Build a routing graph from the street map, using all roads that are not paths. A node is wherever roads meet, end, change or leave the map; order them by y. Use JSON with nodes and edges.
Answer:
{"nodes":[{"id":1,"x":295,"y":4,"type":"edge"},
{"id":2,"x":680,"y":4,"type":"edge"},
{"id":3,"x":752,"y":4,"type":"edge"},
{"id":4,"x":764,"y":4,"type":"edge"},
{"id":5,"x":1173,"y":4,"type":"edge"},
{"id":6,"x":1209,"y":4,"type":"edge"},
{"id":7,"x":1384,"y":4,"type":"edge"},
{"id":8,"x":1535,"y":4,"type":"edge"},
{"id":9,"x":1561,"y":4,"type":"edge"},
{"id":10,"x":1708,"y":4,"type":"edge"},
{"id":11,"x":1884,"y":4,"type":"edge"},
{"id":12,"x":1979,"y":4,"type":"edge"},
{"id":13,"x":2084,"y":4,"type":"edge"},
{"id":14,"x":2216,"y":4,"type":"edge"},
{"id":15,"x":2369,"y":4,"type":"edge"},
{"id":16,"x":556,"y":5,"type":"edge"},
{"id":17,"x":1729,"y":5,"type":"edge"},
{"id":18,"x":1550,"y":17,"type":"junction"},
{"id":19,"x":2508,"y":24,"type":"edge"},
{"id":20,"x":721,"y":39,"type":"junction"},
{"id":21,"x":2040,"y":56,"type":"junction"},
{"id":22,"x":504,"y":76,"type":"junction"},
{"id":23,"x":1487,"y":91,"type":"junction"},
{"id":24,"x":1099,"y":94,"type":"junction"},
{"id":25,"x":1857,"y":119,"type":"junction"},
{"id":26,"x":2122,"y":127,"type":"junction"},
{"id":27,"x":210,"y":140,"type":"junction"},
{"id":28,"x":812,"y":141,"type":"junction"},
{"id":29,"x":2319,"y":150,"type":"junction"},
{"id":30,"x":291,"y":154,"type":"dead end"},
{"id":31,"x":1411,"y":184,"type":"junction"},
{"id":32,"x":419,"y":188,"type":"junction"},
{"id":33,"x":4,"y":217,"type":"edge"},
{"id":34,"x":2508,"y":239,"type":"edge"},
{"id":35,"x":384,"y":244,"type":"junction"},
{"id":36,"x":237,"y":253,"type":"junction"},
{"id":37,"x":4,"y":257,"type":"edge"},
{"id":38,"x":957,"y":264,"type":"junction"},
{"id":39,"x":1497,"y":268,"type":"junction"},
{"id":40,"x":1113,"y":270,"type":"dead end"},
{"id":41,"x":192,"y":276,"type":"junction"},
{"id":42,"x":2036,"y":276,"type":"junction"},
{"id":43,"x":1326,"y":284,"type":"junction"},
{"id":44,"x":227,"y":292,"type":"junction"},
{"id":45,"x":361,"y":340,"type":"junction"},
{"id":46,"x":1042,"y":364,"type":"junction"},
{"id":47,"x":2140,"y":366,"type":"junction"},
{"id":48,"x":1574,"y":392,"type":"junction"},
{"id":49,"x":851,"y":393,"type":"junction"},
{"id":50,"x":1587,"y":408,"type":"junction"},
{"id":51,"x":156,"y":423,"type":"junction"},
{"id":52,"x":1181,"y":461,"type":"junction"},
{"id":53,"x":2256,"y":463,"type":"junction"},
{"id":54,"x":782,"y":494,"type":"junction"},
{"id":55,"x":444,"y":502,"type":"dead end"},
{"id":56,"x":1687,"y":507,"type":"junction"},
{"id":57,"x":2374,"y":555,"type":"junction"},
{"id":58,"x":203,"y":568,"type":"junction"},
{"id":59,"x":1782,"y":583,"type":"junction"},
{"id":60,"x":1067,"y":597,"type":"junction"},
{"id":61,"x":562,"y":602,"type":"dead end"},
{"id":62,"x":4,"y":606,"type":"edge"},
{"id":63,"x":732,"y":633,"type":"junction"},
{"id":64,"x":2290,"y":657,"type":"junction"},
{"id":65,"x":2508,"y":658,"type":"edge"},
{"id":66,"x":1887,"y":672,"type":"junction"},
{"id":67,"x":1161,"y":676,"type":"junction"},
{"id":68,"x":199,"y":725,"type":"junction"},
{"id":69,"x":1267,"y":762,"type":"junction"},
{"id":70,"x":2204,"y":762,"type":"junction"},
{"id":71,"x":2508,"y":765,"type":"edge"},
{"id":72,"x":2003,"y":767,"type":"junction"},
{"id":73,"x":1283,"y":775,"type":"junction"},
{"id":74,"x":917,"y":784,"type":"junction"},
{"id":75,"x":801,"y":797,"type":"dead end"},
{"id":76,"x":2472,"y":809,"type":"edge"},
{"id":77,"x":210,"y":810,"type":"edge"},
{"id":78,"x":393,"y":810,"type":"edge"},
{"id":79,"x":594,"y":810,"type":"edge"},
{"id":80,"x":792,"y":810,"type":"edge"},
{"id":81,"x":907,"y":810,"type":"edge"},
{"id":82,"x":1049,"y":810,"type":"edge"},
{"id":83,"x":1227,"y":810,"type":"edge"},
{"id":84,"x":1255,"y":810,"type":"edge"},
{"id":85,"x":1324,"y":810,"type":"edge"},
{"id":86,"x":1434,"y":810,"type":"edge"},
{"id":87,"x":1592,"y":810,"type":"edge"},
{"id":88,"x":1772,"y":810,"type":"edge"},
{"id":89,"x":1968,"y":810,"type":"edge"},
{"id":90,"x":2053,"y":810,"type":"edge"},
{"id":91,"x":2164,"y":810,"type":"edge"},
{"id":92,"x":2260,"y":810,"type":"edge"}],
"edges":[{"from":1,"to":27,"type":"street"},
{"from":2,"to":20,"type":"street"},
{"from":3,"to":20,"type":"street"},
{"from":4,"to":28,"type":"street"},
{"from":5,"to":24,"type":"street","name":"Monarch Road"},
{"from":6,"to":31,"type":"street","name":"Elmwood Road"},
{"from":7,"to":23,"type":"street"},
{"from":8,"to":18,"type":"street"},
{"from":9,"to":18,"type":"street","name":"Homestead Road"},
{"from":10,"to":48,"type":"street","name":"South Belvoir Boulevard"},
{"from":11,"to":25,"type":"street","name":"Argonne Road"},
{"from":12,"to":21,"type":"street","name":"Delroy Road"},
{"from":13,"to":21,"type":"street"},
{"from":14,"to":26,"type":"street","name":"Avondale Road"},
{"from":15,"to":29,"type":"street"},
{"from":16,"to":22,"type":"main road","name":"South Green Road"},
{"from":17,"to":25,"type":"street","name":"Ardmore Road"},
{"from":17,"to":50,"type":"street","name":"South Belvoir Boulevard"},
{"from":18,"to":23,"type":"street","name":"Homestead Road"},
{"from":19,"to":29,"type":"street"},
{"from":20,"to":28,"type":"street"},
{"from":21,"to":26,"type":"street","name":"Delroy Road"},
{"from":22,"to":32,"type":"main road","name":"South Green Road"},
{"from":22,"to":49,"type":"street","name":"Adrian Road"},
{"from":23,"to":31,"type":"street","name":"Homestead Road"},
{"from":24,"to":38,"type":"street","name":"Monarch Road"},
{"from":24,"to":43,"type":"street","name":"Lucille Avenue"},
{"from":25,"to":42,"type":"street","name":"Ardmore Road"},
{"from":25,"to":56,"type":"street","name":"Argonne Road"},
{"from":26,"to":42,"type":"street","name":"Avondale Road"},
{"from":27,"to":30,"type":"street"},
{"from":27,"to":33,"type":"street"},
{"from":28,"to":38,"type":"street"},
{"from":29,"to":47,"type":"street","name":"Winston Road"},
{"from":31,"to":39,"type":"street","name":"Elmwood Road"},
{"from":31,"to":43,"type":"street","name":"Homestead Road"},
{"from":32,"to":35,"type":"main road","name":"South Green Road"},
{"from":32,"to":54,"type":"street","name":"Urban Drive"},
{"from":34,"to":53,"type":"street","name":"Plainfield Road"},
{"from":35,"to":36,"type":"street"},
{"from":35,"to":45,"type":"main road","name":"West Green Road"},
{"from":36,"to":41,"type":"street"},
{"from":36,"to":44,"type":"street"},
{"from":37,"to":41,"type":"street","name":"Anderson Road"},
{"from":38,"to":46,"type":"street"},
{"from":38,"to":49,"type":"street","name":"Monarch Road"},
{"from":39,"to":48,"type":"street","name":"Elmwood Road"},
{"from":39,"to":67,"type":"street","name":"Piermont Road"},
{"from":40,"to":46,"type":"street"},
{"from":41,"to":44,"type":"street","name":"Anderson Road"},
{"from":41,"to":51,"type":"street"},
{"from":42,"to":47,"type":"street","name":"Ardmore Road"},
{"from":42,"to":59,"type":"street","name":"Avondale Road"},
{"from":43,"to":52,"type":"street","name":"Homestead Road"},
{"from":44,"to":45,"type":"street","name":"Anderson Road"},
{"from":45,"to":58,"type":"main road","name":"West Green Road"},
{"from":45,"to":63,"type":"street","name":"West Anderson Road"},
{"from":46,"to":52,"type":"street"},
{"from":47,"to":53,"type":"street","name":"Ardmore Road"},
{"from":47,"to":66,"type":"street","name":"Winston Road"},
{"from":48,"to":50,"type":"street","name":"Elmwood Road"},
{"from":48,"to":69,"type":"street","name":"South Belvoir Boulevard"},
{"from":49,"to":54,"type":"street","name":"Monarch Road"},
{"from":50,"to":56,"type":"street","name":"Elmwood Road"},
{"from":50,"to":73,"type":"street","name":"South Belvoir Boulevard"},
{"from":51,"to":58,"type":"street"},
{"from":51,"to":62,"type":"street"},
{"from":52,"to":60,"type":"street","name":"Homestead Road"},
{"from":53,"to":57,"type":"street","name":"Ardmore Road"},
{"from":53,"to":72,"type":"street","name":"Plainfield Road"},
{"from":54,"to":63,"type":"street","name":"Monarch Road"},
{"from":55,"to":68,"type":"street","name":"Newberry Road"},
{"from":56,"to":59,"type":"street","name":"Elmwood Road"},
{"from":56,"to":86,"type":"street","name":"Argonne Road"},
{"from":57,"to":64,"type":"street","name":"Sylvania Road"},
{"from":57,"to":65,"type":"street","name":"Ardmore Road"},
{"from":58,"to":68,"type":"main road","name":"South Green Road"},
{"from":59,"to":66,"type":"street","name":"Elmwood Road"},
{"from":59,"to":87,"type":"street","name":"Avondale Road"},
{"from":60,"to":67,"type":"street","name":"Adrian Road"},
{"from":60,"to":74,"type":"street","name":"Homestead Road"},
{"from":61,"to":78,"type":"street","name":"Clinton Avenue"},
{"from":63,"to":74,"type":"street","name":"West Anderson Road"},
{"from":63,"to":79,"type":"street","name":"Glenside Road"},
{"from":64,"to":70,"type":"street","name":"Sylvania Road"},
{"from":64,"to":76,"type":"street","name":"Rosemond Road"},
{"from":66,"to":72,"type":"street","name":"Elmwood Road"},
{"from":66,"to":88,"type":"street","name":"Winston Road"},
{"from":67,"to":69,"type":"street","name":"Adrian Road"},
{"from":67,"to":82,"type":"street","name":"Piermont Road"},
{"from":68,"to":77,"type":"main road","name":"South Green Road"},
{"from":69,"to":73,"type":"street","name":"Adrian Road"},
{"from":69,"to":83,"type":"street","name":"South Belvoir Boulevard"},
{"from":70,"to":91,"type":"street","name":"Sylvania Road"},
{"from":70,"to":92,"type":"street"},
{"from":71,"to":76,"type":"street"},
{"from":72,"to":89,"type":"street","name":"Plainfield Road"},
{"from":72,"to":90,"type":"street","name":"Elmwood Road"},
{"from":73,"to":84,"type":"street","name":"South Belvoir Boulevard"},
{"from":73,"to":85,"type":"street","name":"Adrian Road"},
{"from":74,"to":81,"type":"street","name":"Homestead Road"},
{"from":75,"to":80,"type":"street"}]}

___

#### Aim of the exercise
Gather each line from the entries above that includes the word "Homestead".

#### Exercise response
{"from":9,"to":18,"type":"street","name":"Homestead Road"},
{"from":18,"to":23,"type":"street","name":"Homestead Road"},
{"from":23,"to":31,"type":"street","name":"Homestead Road"},
{"from":31,"to":43,"type":"street","name":"Homestead Road"},
{"from":43,"to":52,"type":"street","name":"Homestead Road"},
{"from":52,"to":60,"type":"street","name":"Homestead Road"},
{"from":60,"to":74,"type":"street","name":"Homestead Road"},
{"from":74,"to":81,"type":"street","name":"Homestead Road"},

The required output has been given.